Вольготно чувствовали себя предавшиеся мирному созерцанию седоки экипажа. Бесаме Каро впервые видел своими неискушенными глазами такие необъятные дали; изрядно наездившийся туда-сюда, привычный к скитаниям Сото не проявлял ни малейшего интереса к открывающимся ландшафтам и рельефам и даже нет-нет вполглаза подремывал на облучке; что ж до Афредерика Я-с, то он время от времени тянулся нетерпеливой рукой в карман за спичками, но не решался зажечь даже этот крохотный огонек, поскольку настоящая Кармен, случись ей, ночью то иль днем, любила поиграть с огнем, недаром же и ступила она, мало что в туфельках на высоком каблучке, да еще на скользкую дорожку, последовав за всякими отрицательными, как принято их называть, типами, за всякими подонками, вооруженными ружьями и ножами и таскавшими на своем горбу контрабанду, и не только просто последовала, но и сама внесла немалую лепту в их темные и грязные дела. Обо всем этом и размышлял Афредерик Я-с, пока осторожно ведомый Сото экипаж медленно взъезжал на холм Эсихе и неспешно скатывался под изволок.
Смеркалось, и Бесаме Каро так неудержимо потянуло к овцам, которых он об эту пору должен был бы загнать в овчарню, что у него защемило сердчишко и он украдкой смахнул в темноте несколько слезинок. Вот в таком-то экипаже, да еще к тому же голодного, его стала одолевать дремота, а потом он и вовсе заснул и не приметил, как они проехали перекинутый над Гвадалквивиром мост о четырех устоях, и внезапно вздрогнул – старик положил ему на голову свою крупную руку, – огляделся и увидел за окном экипажа одну непроглядную темень, лишь там-сям озаряемую мягкими всполохами. «Вот и Кордова», – объявил Сото, и Бесаме вовсю вытаращил глаза – он впервые в жизни видел город, да еще такой большой город, где звучало родное canto и люди таинственно кружили в танце с факелами в руках. У Бесаме мутилось в голове. Он был как в дурмане, когда его ввели в какой-то большой, красивый кирпичный дом, да и позже, когда он стоял и стоял, клюя носом, пока Сото обмеривал ему веревочкой руку, ногу, голову, туловище. А потом какая-то согнутая пополам старуха взяла его за руку и повела куда-то по тоннелю, а затем вниз по витой лестнице, то и дело посматривая снизу вверх на покорно переступавшего рядом с ней мальчугана и улыбаясь ему своим черным лицом. Наконец они остановились перед маленькой дверцей, пожалуй, как раз со старуху высотой. Кто-то открыл дверцу изнутри, и оттуда потянуло паром. Теперь и Бесаме согнулся вдвое и двинулся, пошатываясь, куда-то под низкими сводами, ощущая лицом что-то липкое, а когда тоннель закончился, он выпрямился и остолбенел – перед ним была круглая, наполненная паром комната, душная и почти совсем темная, очень слабо освещенная тусклым светом вставленных в фонари свечей. В густом мглистом тумане запотевшие стены жирно лоснились, и по ним ручейками сбегала вода. Чуть-чуть освоившись в непривычном тяжелом тумане, Бесаме вздрогнул – из клубящегося пара выделилась и стала приближаться к нему смутно различимая фигура: она словно не шла, а плыла – под длинным одеянием совсем не видно было ног, и только по грациозным колебаниям тела чувствовалось, что это женщина. Когда она подошла наконец в этом душном безмолвном мареве к робко потупившемуся бедному мальчугану и остановилась, Бесаме почувствовал, что от него чего-то ждут, и тут же ощутил, как старуха нетерпеливо пнула его в спину. Набравшись смелости, он поднял голову и широко открыл глаза.

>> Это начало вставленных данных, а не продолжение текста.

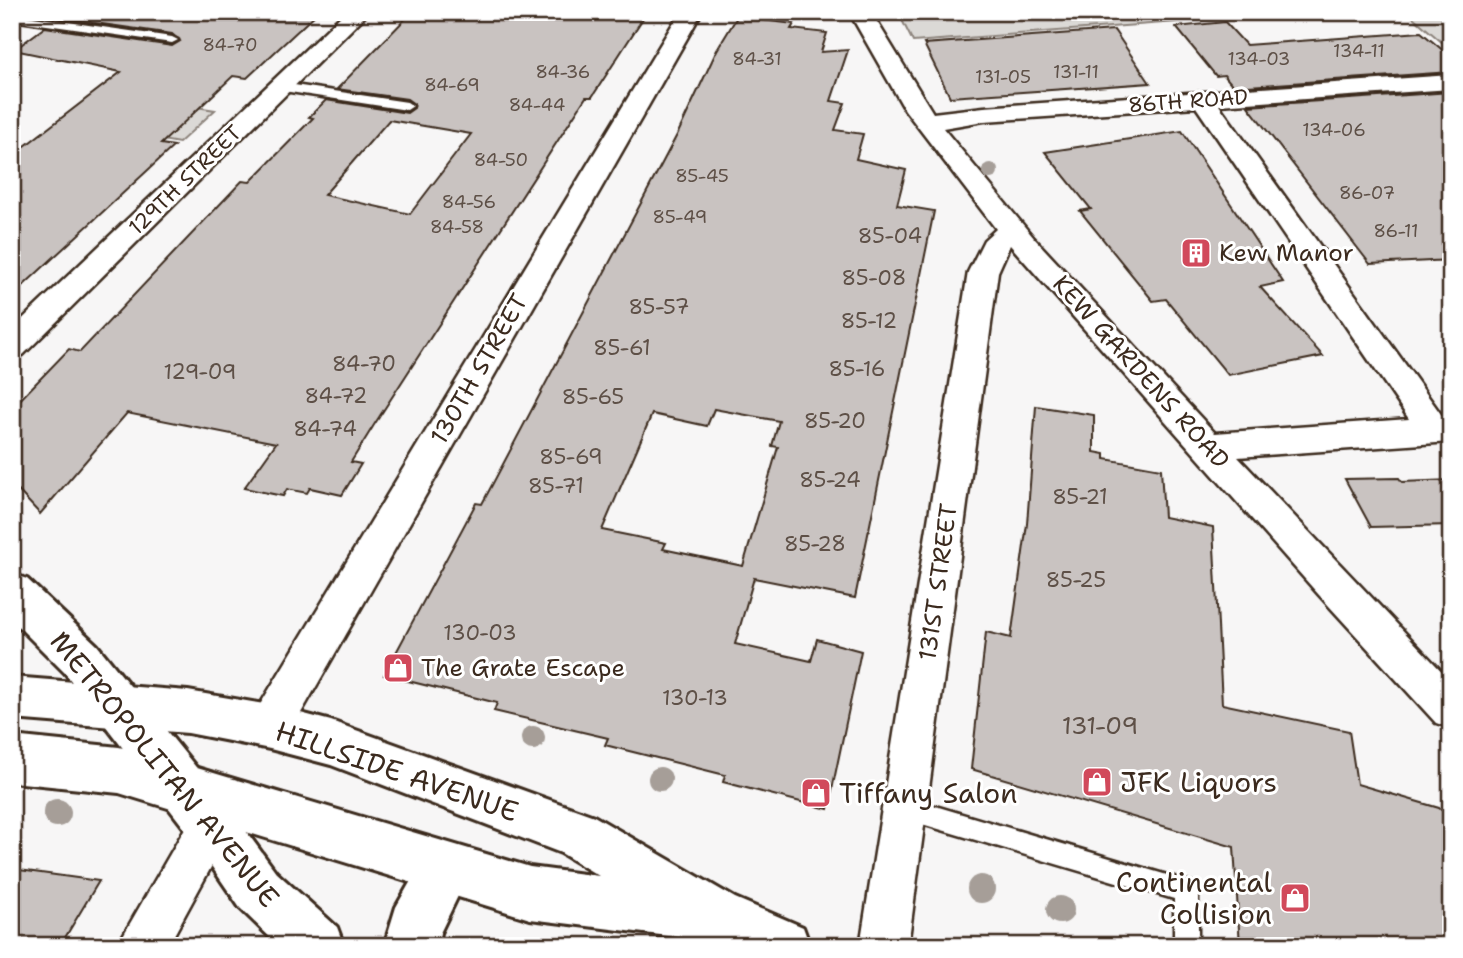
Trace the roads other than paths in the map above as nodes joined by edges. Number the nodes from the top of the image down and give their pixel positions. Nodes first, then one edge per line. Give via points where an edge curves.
1 (18, 12) edge
2 (358, 12) edge
3 (691, 12) edge
4 (860, 12) edge
5 (12, 16) edge
6 (172, 40) dead end
7 (1451, 82) edge
8 (281, 87) junction
9 (1203, 100) junction
10 (407, 106) dead end
11 (926, 121) junction
12 (1014, 230) junction
13 (12, 348) edge
14 (1443, 430) edge
15 (1207, 446) junction
16 (12, 592) edge
17 (12, 698) edge
18 (118, 708) junction
19 (1451, 709) edge
20 (270, 727) junction
21 (12, 759) edge
22 (177, 785) junction
23 (905, 808) junction
24 (212, 824) junction
25 (446, 869) junction
26 (717, 916) junction
27 (141, 946) edge
28 (318, 946) edge
29 (410, 946) edge
30 (784, 946) edge
31 (884, 946) edge
32 (1186, 946) edge

1 - 5 street
2 - 8 street, 129TH STREET
3 - 20 street, 130TH STREET
4 - 11 street, KEW GARDENS ROAD
5 - 6 lane
7 - 9 street, 86TH ROAD
8 - 10 lane
8 - 13 street, 129TH STREET
9 - 11 street, 86TH ROAD
9 - 14 street
11 - 12 street, KEW GARDENS ROAD
12 - 15 street, KEW GARDENS ROAD
12 - 23 street, 131ST STREET via 998,240 983,272
14 - 15 street
15 - 19 street, KEW GARDENS ROAD
16 - 18 main road, METROPOLITAN AVENUE via 80,659
17 - 18 main road, HILLSIDE AVENUE
18 - 20 main road, HILLSIDE AVENUE via 188,712
18 - 22 main road, METROPOLITAN AVENUE
20 - 26 main road, HILLSIDE AVENUE via 331,743 576,834
21 - 22 main road, HILLSIDE AVENUE via 119,770
22 - 24 main road, METROPOLITAN AVENUE
22 - 25 main road, HILLSIDE AVENUE
23 - 31 street, 131ST STREET
23 - 32 lane via 1186,891
24 - 27 street
24 - 28 main road, METROPOLITAN AVENUE via 258,890
25 - 26 main road, HILLSIDE AVENUE via 530,893
25 - 29 main road via 415,926
26 - 30 main road, HILLSIDE AVENUE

Окутанная паром высокая фигура была облачена во что-то долгополое и темное, даже кончиков пальцев и тех не было видно из-под длинных рукавов; лоб туго охватывала белоснежная полоска, чуть выбившаяся из-под обрамлявшего лицо черного плата, и только одни глаза горели странным блеском – такие круто подтянутые к вискам, такие зеленые-презеленые.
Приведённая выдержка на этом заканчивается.